━━ EXERCISE INPUT ━━

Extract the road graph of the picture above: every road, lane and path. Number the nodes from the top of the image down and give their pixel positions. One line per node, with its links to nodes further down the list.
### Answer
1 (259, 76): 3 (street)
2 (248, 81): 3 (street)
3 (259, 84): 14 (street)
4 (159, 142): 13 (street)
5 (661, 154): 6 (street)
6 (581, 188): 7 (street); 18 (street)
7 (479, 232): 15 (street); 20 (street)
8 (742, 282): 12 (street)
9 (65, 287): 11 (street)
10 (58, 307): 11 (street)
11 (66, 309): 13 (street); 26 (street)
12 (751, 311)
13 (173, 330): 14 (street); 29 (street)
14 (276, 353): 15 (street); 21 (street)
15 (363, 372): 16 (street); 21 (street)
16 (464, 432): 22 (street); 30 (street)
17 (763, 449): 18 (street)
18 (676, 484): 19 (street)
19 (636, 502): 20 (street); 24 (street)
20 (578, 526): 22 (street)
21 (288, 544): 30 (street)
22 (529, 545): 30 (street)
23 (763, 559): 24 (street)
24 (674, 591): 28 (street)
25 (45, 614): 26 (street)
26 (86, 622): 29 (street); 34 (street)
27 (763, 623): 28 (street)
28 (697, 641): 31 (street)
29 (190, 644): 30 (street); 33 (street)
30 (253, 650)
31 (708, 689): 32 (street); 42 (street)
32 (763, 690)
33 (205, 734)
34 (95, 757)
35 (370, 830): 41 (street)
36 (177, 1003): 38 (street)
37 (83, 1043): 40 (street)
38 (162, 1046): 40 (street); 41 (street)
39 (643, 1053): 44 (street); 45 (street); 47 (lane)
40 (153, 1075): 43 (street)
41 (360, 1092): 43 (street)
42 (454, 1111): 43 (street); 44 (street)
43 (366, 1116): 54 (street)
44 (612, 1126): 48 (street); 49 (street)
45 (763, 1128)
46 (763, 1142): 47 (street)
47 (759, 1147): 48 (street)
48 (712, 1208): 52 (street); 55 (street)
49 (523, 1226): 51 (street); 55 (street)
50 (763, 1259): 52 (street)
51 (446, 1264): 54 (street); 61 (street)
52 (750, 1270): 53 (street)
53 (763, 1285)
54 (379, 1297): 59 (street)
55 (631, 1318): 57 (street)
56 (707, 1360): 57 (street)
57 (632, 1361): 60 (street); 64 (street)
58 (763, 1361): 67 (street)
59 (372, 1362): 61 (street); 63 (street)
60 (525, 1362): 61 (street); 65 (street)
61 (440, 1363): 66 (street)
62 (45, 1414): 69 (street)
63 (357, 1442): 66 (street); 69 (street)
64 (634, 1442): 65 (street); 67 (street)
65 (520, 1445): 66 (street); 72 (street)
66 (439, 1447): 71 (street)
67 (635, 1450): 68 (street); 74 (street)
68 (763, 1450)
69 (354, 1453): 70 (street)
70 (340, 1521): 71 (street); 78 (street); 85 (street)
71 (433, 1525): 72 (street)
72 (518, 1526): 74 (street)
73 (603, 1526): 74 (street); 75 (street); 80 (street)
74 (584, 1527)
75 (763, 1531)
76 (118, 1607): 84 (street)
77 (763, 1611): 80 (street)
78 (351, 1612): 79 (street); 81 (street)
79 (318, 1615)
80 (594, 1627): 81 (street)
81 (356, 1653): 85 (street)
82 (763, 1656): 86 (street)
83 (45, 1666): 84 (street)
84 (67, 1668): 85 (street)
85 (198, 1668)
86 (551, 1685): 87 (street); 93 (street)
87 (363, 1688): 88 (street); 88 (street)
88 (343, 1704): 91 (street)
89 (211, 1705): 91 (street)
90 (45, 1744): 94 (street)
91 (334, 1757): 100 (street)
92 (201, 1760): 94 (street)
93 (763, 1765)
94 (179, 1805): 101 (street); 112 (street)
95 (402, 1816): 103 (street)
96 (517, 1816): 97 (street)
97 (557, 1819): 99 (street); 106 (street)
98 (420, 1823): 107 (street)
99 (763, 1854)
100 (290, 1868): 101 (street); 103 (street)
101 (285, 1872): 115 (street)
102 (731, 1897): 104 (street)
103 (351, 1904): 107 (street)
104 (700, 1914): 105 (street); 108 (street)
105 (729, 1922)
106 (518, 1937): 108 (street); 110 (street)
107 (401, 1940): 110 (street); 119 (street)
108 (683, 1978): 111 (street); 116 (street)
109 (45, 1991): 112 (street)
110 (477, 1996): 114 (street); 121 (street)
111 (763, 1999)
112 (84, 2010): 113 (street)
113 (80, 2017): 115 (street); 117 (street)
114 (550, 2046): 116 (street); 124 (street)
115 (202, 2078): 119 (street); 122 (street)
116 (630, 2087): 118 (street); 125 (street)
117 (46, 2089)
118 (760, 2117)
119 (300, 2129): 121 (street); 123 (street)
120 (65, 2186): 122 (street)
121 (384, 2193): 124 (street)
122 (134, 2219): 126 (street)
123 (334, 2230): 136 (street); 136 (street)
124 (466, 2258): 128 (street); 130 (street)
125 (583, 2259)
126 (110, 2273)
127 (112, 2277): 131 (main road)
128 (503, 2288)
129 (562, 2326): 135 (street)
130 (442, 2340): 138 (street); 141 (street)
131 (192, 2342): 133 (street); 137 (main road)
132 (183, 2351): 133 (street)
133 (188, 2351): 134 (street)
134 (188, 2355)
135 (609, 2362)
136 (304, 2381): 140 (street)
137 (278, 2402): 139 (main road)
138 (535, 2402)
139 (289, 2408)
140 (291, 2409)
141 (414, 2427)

━━━

Gather all lines from the listing above in which "lane" occurs.

SOLUTION TO THE EXERCISE ::
Extract the road graph of the picture above: every road, lane and path. Number the nodes from the top of the image down and give their pixel positions. One line per node, with its links to nodes further down the list.
39 (643, 1053): 44 (street); 45 (street); 47 (lane)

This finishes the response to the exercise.